Bij e-mail van 30 december 2017 heeft [eiser 1] cs de facturen van [A] , [B] en [C] (bestratingsmaterialen) met een totaalbedrag van € 13.674,81 inclusief btw aan [gedaagde] toegezonden en [gedaagde] verzocht om een reactie.
3.10.
Op 30 januari 2020 heeft [B] het herstel van het straatwerk en de voegen geoffreerd tegen een prijs van € 4.237,93 inclusief btw.
3.11.
Bij brief van 7 september 2020 heeft [eiser 1] cs [gedaagde] onder meer verzocht om de kosten van de herbouw van de vijver ter hoogte van € 9.582,00 te voldoen. Aan dit verzoek heeft [gedaagde] geen gehoor gegeven.

4.Het geschil

4.1.
[eiser 1] cs vordert betaling van een bedrag van € 4.237,93 voor het recht leggen van de tegels op het terras en deze tegels te voegen met het overeengekomen voegmateriaal. Ook vordert [eiser 1] cs betaling van een bedrag van € 9.582,00 voor de herbouw van de vijver. Tot slot vordert [eiser 1] cs vergoeding van de buitengerechtelijke incassokosten en de proceskosten, vermeerderd met de wettelijke rente.
4.2.
De kantonrechter begrijpt de stellingen van [eiser 1] cs aldus dat [eiser 1] cs nakoming vordert van de (mondelinge) overeenkomst die partijen op 11 juni 2017 zouden hebben gesloten, inhoudende dat [gedaagde] de kosten van de herbouw van de vijver zal betalen. Daarnaast stelt [eiser 1] cs dat [gedaagde] wanprestatie heeft geleverd doordat [gedaagde] een terras heeft aangelegd dat gebrekkig is. [eiser 1] cs stelt dat [gedaagde] de tegels van het terras niet deugdelijk heeft gelegd. Volgens [eiser 1] cs is sprake van een zeer onregelmatig patroon en hoogteverschillen en zijn de voegen niet juist aangebracht. [eiser 1] cs betoogt dat partijen hebben afgesproken dat [eiser 1] cs de voegen zal verwijderen, waarna [gedaagde] opnieuw het voegwerk zal doen.

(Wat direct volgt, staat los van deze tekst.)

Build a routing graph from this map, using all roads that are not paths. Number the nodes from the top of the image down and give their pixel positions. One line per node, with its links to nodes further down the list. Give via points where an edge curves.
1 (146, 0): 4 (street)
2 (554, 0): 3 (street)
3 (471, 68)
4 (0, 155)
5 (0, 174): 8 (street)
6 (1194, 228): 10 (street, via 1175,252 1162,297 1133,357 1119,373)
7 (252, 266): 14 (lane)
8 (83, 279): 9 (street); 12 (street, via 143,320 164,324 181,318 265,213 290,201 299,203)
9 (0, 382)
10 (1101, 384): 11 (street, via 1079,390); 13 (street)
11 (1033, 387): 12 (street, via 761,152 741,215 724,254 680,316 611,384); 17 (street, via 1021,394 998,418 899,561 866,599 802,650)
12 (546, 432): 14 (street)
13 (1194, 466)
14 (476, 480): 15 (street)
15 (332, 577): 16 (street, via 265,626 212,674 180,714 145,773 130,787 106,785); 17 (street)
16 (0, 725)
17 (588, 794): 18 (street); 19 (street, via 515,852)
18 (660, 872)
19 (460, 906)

Ter onderbouwing van zijn standpunt verwijst [eiser 1] cs onder meer naar schriftelijke verklaringen van [A] en [B] .
4.3.
[gedaagde] voert als verweer dat hij slechts heeft toegezegd om de kosten van onderzoek naar de oorzaak van het waterverlies/de lekkage van de vijver te betalen. Verder stelt [gedaagde] dat de herbouwde vijver groter en duurder is dan de door hem geoffreerde en gebouwde vijver en dat ook extra apparatuur is toegevoegd, zoals een vijverfilter. Volgens [gedaagde] wilde [eiser 1] cs een grotere vijver nadat hij koi karpers aan [eiser 1] cs had geschonken. [gedaagde] wijst erop dat de vijver niet in rekening is gebracht en dus niet meer tot de opdracht behoort. [gedaagde] betwist verder dat het terras ondeugdelijk is aangelegd. Van enige tekortkoming is dus geen sprake, aldus [gedaagde] . Ter onderbouwing van zijn standpunt verwijst [gedaagde] onder meer naar de schriftelijke verklaring van zijn zoon en diverse foto’s van de vijver en het terras.
4.4.
Op de stellingen van partijen zal de kantonrechter hierna ingaan, voor zover deze van belang zijn voor de beoordeling van het geschil.

5.De beoordeling

5.1.
Tussen partijen zijn twee onderdelen van de oorspronkelijke opdracht in geschil: het terras en de vijver. De kantonrechter zal deze hierna afzonderlijk behandelen.
Ten aanzien van het terras
5.2.
De kantonrechter stelt vast dat tussen partijen niet in geschil is dat er een gebrek is aan het voegwerk tussen de tegels. [gedaagde] heeft tijdens de mondelinge behandeling immers erkend dat het voegmiddel op enkele plekken losliet en dat hij voor herstel daarvan zou zorgdragen.
5.3.
[eiser 1] cs stelt daarnaast dat de tegels van het terras niet deugdelijk zijn gelegd, omdat sprake is van een zeer onregelmatig patroon en hoogteverschillen. [gedaagde] betwist dit aspect wel. Hij voert aan dat hij de tegels netjes heeft achtergelaten en dat deze nadien zijn verzakt doordat [eiser 1] cs tijdens de herstelwerkzaamheden aan de vijver met zwaar materieel over de tegels heen is gereden. [eiser 1] cs erkent dat op gedeelten met zwaar materieel over de tegels is gereden, maar voert aan dat de tegels daarvoor al verzakt waren en dat dit ook het geval is op delen waar niet gereden is. De kantonrechter leest in de door [eiser 1] cs overgelegde correspondentie dat in beginsel enkel geklaagd is over gebreken aan de voegen van het terras. In het emailbericht van 24 juli 2017 schrijft [eiser 1] cs bijvoorbeeld:
‘Inmiddels doen zich ook problemen voor met de voegen in het terras, deze zakken weg naar beneden of verdwijnen in zijn geheel (spoelen er uit)’.
Over onregelmatigheden in het patroon of hoogteverschillen wordt eerst gesproken in de brief van de advocaat van [eiser 1] cs van 7 september 2020:
'Er resteert nog een drietal punten waarop actie uwerzijds noodzakelijk is, te weten:
U dient het door u gelegde tegels op te nemen en opnieuw recht te leggen.
Deze tegels dienen alsnog gevoegd te worden met het overeengekomen voegmateriaal.
(…).'
5.4.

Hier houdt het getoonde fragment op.